The Energy Information Administration expects the US to flip from longtime net oil importer to net oil exporter in the third or fourth quarter of 2020. A decade ago, EIA forecast in its 2009 Annual Energy Outlook that foreign crude would meet 44% of US demand in 2020. Imports met 60% of US consumption in 2006 and were projected to fall to 50% by 2010, according to the 2009 report. That was before the US tight oil revolution got underway in earnest.
The 2019 AEO report released in January predicts foreign oil will meet just 7.5% of US demandthis year. EIA’s projections have accelerated as US oil production growth keeps beating expectations. Even just two years ago, EIA’s 2017 AEO forecast the US remaining a net importer through 2050, with foreign oil meeting 17.7% of national consumption that year. Last year’s AEO predicted the US would gain net exporter status in 2029 – nine years later than the current forecast.
The US became the world’s top oil producer last year. It pumped 11.9 million b/d of crude in November, the latest data available, and may have already crossed the 12 million b/d mark. EIA sees US output hitting the next threshold of 13 million b/d in October 2020. “We expect the United States to remain the world’s largest producer,” EIA Administrator Linda Capuano said in January.
Anyone who follows US energy policy knows that the US’ top producer status doesn’t keep global market forces out of American drivers’ pocketbooks. Look at US oil policy just in the last year and see the many times the White House leaned on foreign oil producers to increase their own supply in order to keep American gasoline pump prices low.
Leaning on OPEC
President Donald Trump practically invited himself to last year’s OPEC meetings by tweeting his wishes for more production and lower prices. When the US moved to reimpose sanctions on Iran, the White House kept a close watch on global crude prices and again leaned on OPEC producers like Saudi Arabia to pump more. Brent prices rose sharply in October on expectations of strict enforcement of the sanctions, until the White House granted a raft of waivers to Iran’s top oil customers including China, India, Japan and South Korea.
“There’s been a big reduction in the overall price of oil and particularly since we instituted the Iran sanctions,” Treasury Secretary Steven Mnuchin said January 28 during a White House briefing announcing the Venezuela oil sanctions. “I think you know we’ve been very careful in making sure that these costs don’t impact the American consumer,” he added.

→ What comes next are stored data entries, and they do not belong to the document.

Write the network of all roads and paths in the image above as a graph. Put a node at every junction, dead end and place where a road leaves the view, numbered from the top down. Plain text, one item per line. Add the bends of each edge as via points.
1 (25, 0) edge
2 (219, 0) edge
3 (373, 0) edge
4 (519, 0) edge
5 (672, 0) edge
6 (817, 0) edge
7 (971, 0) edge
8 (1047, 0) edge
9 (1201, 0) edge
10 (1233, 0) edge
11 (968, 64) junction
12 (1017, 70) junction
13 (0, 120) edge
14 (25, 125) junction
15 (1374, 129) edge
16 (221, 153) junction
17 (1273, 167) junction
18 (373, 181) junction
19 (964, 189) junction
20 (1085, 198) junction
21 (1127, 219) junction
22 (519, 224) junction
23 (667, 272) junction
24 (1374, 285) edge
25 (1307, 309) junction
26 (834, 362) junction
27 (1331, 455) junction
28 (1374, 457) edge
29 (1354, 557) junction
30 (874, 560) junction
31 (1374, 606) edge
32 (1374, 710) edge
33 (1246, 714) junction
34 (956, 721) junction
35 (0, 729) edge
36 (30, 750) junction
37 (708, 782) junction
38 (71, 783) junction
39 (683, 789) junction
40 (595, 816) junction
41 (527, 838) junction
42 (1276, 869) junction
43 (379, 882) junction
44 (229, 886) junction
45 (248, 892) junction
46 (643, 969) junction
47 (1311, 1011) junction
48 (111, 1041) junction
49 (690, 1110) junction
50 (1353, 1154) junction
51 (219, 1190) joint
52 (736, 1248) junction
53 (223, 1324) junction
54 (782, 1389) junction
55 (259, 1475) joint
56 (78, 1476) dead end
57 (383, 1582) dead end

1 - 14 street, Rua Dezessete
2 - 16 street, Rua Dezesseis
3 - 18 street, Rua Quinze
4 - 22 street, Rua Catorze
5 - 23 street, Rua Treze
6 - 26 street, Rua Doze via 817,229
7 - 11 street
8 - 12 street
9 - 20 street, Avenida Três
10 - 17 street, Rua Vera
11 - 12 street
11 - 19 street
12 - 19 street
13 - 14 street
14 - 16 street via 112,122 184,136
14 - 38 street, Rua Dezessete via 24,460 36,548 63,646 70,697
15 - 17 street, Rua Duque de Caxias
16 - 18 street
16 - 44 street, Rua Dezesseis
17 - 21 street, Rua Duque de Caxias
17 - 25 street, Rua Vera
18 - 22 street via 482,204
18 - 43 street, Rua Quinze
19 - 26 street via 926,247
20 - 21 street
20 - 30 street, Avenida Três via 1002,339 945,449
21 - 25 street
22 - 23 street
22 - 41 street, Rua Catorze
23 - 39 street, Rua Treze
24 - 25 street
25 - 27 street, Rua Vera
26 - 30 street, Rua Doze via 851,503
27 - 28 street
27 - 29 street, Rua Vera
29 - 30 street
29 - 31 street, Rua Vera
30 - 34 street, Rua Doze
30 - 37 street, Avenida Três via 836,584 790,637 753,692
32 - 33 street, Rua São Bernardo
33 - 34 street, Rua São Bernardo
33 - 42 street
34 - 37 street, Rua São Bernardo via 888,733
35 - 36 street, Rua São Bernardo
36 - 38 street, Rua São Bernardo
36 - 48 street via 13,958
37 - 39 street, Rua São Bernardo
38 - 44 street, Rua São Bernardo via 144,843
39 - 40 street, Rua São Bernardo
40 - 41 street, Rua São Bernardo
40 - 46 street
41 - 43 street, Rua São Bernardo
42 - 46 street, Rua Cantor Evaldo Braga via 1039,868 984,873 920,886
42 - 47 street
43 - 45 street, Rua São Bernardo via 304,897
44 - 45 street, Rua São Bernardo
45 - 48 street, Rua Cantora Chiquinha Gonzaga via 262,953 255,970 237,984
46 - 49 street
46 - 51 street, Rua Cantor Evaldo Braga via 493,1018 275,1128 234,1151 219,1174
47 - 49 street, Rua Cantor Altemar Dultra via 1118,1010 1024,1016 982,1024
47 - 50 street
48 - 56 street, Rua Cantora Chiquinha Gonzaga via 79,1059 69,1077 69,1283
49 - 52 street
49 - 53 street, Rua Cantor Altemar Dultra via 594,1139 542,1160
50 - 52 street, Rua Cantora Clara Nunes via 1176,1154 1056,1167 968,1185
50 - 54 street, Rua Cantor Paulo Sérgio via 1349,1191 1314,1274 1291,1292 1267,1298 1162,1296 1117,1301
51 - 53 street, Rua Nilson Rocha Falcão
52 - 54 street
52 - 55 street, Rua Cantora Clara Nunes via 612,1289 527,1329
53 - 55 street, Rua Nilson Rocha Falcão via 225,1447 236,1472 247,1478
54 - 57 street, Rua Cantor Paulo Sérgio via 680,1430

“Gas prices are almost as low as they’ve been in a very long period of time. These refineries impact a specific part of the country. And I think, as you’ve said, we’re very comfortable that they have enough supply that we don’t expect any big impact in the short term.”
Crude quality matters
However, the interconnectedness of the global oil market often gets lost when Washington policy makers talk about US oil abundance. “One of the things I’ve heard from the Americans is, ‘We’re producing all this crude, we don’t need any Canadian crude,'” said Jonathan Stringham, manager of fiscal and economic policy at the Canadian Association of Petroleum Producers.
The US imported 4.2 million b/d of Canadian crude in November, according to the latest EIA data. Some Gulf Coast refiners are hoping to use heavy crude barrels from Alberta to replace Venezuelan imports blocked by the recent US sanctions, although pipeline and rail constraints will keep Canada from meeting any more than about 100,000 b/d of additional heavy crude demand this year, according to S&P Global Platts Analytics.

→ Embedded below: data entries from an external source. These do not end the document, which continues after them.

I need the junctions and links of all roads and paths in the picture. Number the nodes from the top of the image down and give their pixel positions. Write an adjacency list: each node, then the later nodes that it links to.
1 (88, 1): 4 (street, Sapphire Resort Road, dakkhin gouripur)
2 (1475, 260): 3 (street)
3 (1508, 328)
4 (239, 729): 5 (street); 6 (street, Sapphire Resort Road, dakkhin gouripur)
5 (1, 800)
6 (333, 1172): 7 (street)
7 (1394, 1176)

“What we’re trying to communicate to the average American is that Canadian crudes don’t compete with American crudes,” Stringham said. “With the different quality adjustments and types of crude – heavy, light — there’s still a need for heavy crudes in the Gulf.”
The US snagged the net oil exporter title for all of one week last November, driven by a surge of 3.2 million b/d in crude exports that pushed crude and product exports above 9 million b/d, according to Platts Analytics. Whether and when the US becomes a net exporter on a monthly and annual basis of course depends on oil prices.
EIA’s reference case projects US net oil imports of 1.58 million b/d in 2019 before flipping to net exports of 460,000 b/d in 2020. Net exports would max out at 3.68 million b/d in 2034 before starting to decline. EIA’s low price scenario shows the US never reaching net oil exporter status through 2050. A high price scenario, however, shows US net imports of 50,000 b/d this year before switching to US net exports of 2.51 million b/d in 2020 that keep rising until 8.39 million b/d in 2033.
Strong demand for sour crude grades helped boost LOOP Sour deliveries in January.
In a recent report from the Louisiana Offshore Oil Port, the company said LOOP Sour demand nearly tripled month on month, increasing by some 620,000 barrels to more than 985,000 barrels, which is about 32,000 b/d. It was the largest volume of LOOP Sour crude pulled from the Louisiana storage cavern since September.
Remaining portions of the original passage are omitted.